Records supplied: Begin

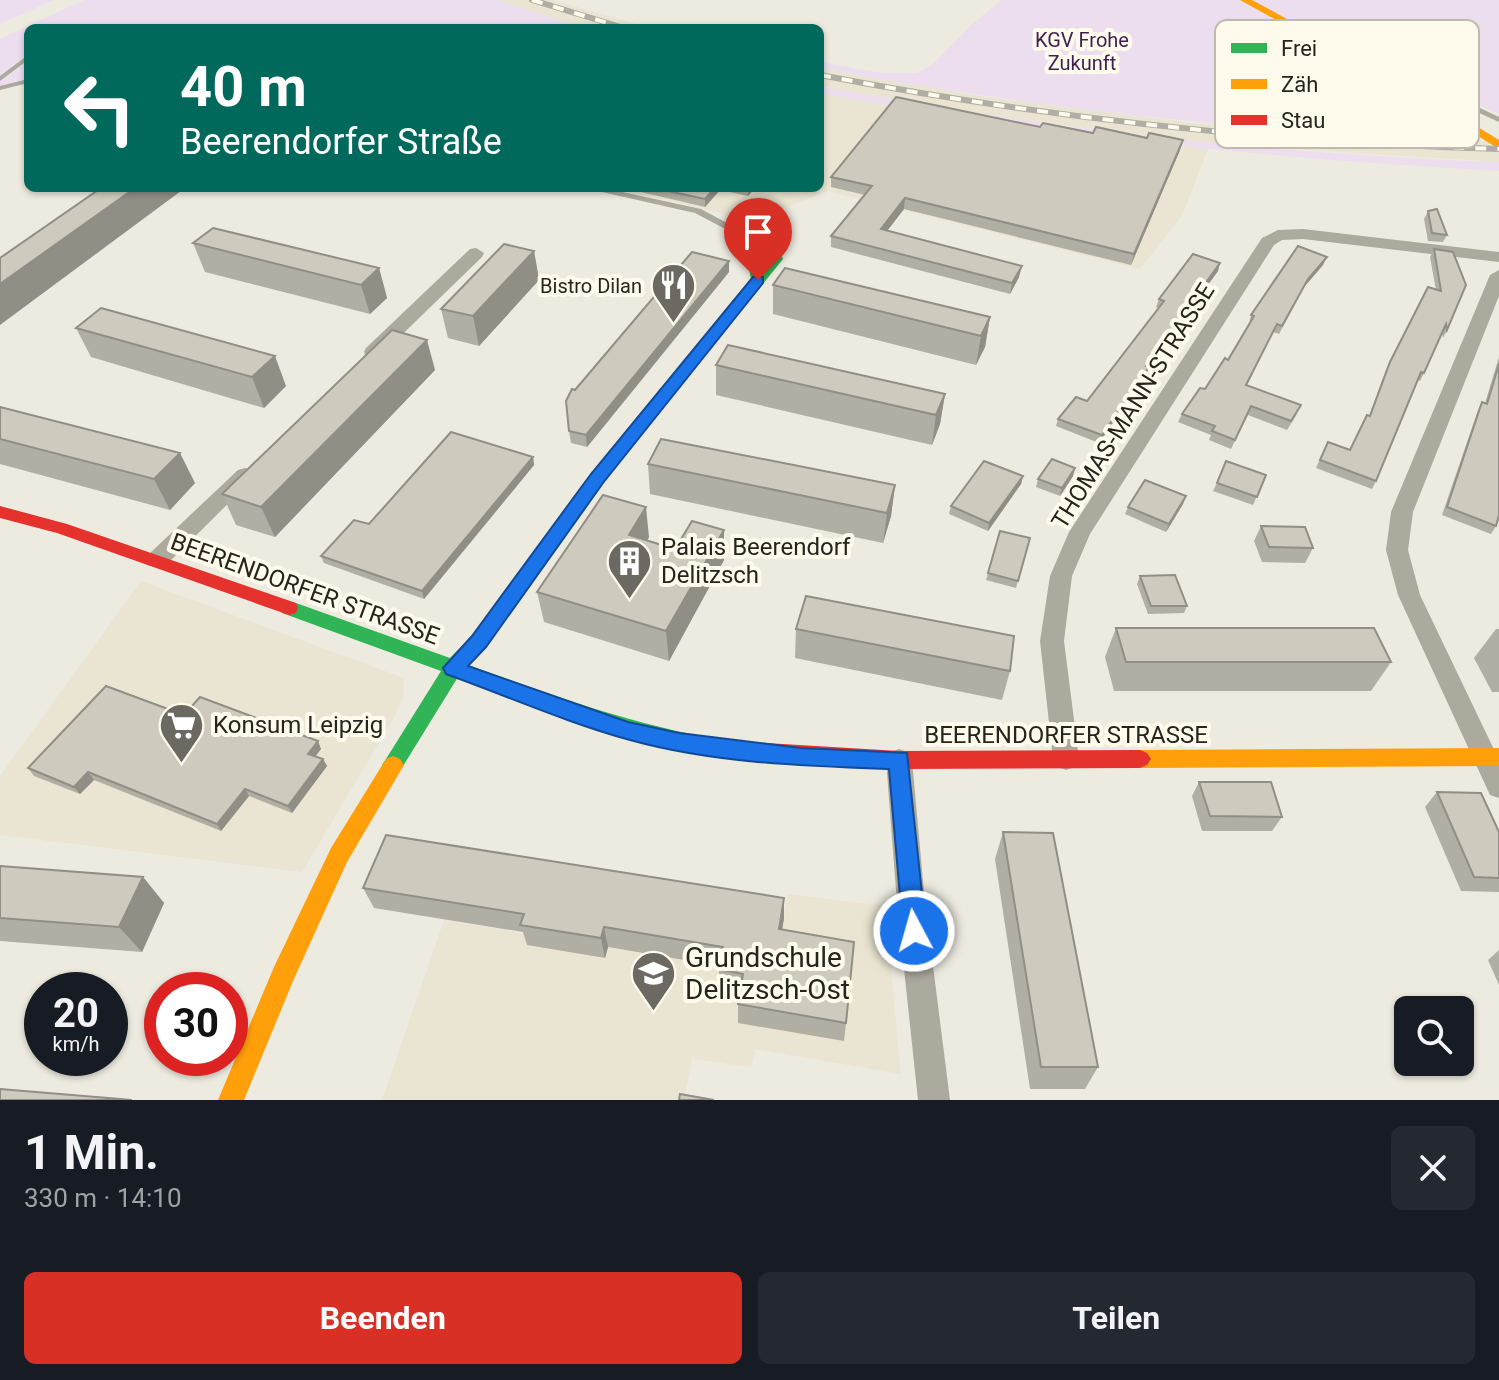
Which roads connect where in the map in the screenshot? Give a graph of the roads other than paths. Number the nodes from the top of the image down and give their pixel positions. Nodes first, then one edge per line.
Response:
1 (1245, 0) edge
2 (1282, 20) edge
3 (24, 60) edge
4 (0, 79) edge
5 (24, 82) edge
6 (0, 88) edge
7 (1479, 111) edge
8 (1499, 120) edge
9 (1479, 133) edge
10 (1499, 145) edge
11 (611, 192) edge
12 (476, 253) dead end
13 (758, 253) joint
14 (1499, 257) edge
15 (1499, 267) edge
16 (1499, 275) edge
17 (361, 363) edge
18 (263, 458) edge
19 (1, 513) edge
20 (157, 560) junction
21 (453, 668) junction
22 (1491, 757) edge
23 (1066, 759) junction
24 (899, 760) junction
25 (1499, 787) edge
26 (231, 1100) edge
27 (934, 1100) edge

1 - 2 street
3 - 4 lane
5 - 6 lane
7 - 8 lane
9 - 10 street
11 - 13 lane
12 - 17 street
13 - 21 street
14 - 15 street
14 - 23 street, THOMAS-MANN-STRASSE
16 - 22 street
18 - 20 street
19 - 20 street, BEERENDORFER STRASSE
20 - 21 street, BEERENDORFER STRASSE
21 - 24 street, BEERENDORFER STRASSE
21 - 26 street
22 - 23 street, BEERENDORFER STRASSE
22 - 25 street
23 - 24 street, BEERENDORFER STRASSE
24 - 27 street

Records supplied: End

# Task goal
With the images left out, set down each record exactly as it appears.

# Exercise result
Which roads connect where in the map in the screenshot? Give a graph of the roads other than paths. Number the nodes from the top of the image down and give their pixel positions. Nodes first, then one edge per line.
Response:
1 (1245, 0) edge
2 (1282, 20) edge
3 (24, 60) edge
4 (0, 79) edge
5 (24, 82) edge
6 (0, 88) edge
7 (1479, 111) edge
8 (1499, 120) edge
9 (1479, 133) edge
10 (1499, 145) edge
11 (611, 192) edge
12 (476, 253) dead end
13 (758, 253) joint
14 (1499, 257) edge
15 (1499, 267) edge
16 (1499, 275) edge
17 (361, 363) edge
18 (263, 458) edge
19 (1, 513) edge
20 (157, 560) junction
21 (453, 668) junction
22 (1491, 757) edge
23 (1066, 759) junction
24 (899, 760) junction
25 (1499, 787) edge
26 (231, 1100) edge
27 (934, 1100) edge

1 - 2 street
3 - 4 lane
5 - 6 lane
7 - 8 lane
9 - 10 street
11 - 13 lane
12 - 17 street
13 - 21 street
14 - 15 street
14 - 23 street, THOMAS-MANN-STRASSE
16 - 22 street
18 - 20 street
19 - 20 street, BEERENDORFER STRASSE
20 - 21 street, BEERENDORFER STRASSE
21 - 24 street, BEERENDORFER STRASSE
21 - 26 street
22 - 23 street, BEERENDORFER STRASSE
22 - 25 street
23 - 24 street, BEERENDORFER STRASSE
24 - 27 street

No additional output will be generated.